**What to work on**
Only the text should be kept: print every entry below exactly and leave each image out.

Working data section start

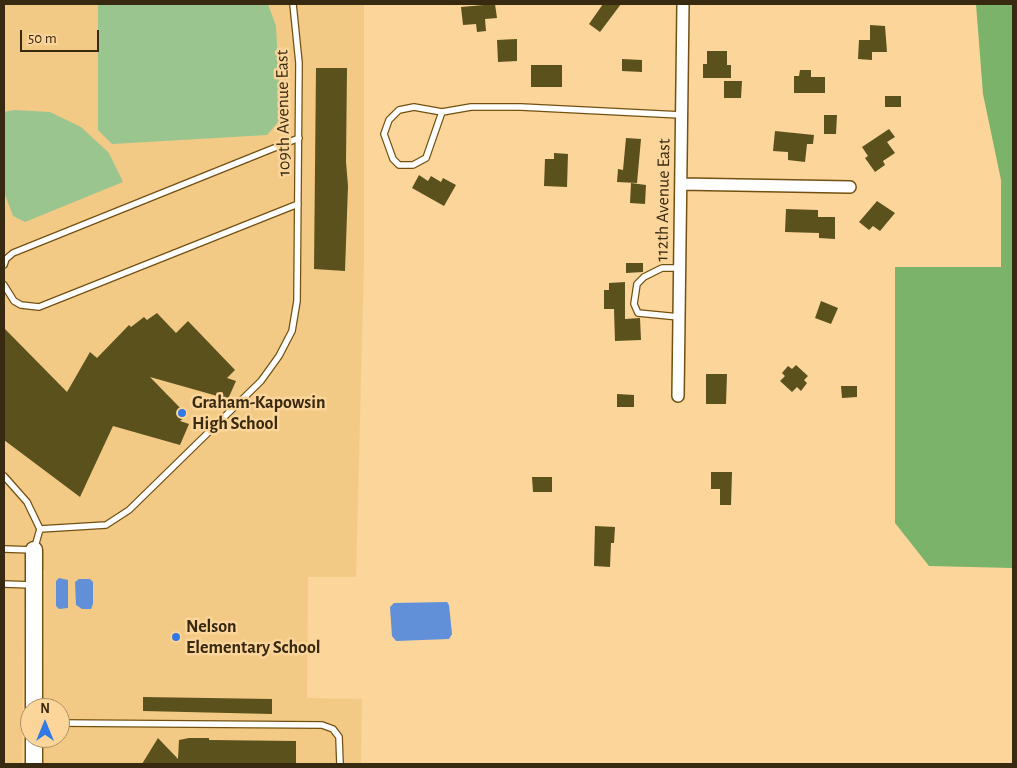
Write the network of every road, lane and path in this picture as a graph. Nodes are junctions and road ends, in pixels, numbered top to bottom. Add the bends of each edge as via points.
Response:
1 (293, 4) edge
2 (683, 4) edge
3 (442, 112) junction
4 (682, 116) junction
5 (300, 138) junction
6 (681, 184) junction
7 (850, 187) dead end
8 (298, 204) junction
9 (4, 265) edge
10 (679, 268) junction
11 (4, 285) edge
12 (679, 317) junction
13 (678, 396) dead end
14 (4, 476) edge
15 (40, 529) junction
16 (4, 549) edge
17 (34, 550) junction
18 (4, 584) edge
19 (34, 585) junction
20 (34, 698) edge
21 (70, 723) edge
22 (34, 748) edge
23 (34, 764) edge
24 (340, 764) edge

1 - 5 lane, 109th Avenue East via 299,63
2 - 4 street, 112th Avenue East
3 - 3 lane via 426,158 412,165 399,165 393,159 384,134 389,120 400,110 414,107
3 - 4 lane via 471,107 513,107
4 - 6 street, 112th Avenue East
5 - 8 lane, 109th Avenue East
5 - 9 lane via 13,253
6 - 7 street
6 - 10 street, 112th Avenue East
8 - 11 lane via 39,307 14,301
8 - 15 lane, 109th Avenue East via 297,301 292,331 261,381 129,510 106,525
10 - 12 street, 112th Avenue East
10 - 12 lane via 662,268 644,277 637,284 634,304 638,313
12 - 13 street, 112th Avenue East
14 - 15 lane via 27,502
15 - 17 lane
16 - 17 lane
17 - 19 street
18 - 19 lane
19 - 20 street
21 - 24 lane via 322,724 333,729 339,737
22 - 23 street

Working data section end

**Finished task**
Write the network of every road, lane and path in this picture as a graph. Nodes are junctions and road ends, in pixels, numbered top to bottom. Add the bends of each edge as via points.
Response:
1 (293, 4) edge
2 (683, 4) edge
3 (442, 112) junction
4 (682, 116) junction
5 (300, 138) junction
6 (681, 184) junction
7 (850, 187) dead end
8 (298, 204) junction
9 (4, 265) edge
10 (679, 268) junction
11 (4, 285) edge
12 (679, 317) junction
13 (678, 396) dead end
14 (4, 476) edge
15 (40, 529) junction
16 (4, 549) edge
17 (34, 550) junction
18 (4, 584) edge
19 (34, 585) junction
20 (34, 698) edge
21 (70, 723) edge
22 (34, 748) edge
23 (34, 764) edge
24 (340, 764) edge

1 - 5 lane, 109th Avenue East via 299,63
2 - 4 street, 112th Avenue East
3 - 3 lane via 426,158 412,165 399,165 393,159 384,134 389,120 400,110 414,107
3 - 4 lane via 471,107 513,107
4 - 6 street, 112th Avenue East
5 - 8 lane, 109th Avenue East
5 - 9 lane via 13,253
6 - 7 street
6 - 10 street, 112th Avenue East
8 - 11 lane via 39,307 14,301
8 - 15 lane, 109th Avenue East via 297,301 292,331 261,381 129,510 106,525
10 - 12 street, 112th Avenue East
10 - 12 lane via 662,268 644,277 637,284 634,304 638,313
12 - 13 street, 112th Avenue East
14 - 15 lane via 27,502
15 - 17 lane
16 - 17 lane
17 - 19 street
18 - 19 lane
19 - 20 street
21 - 24 lane via 322,724 333,729 339,737
22 - 23 street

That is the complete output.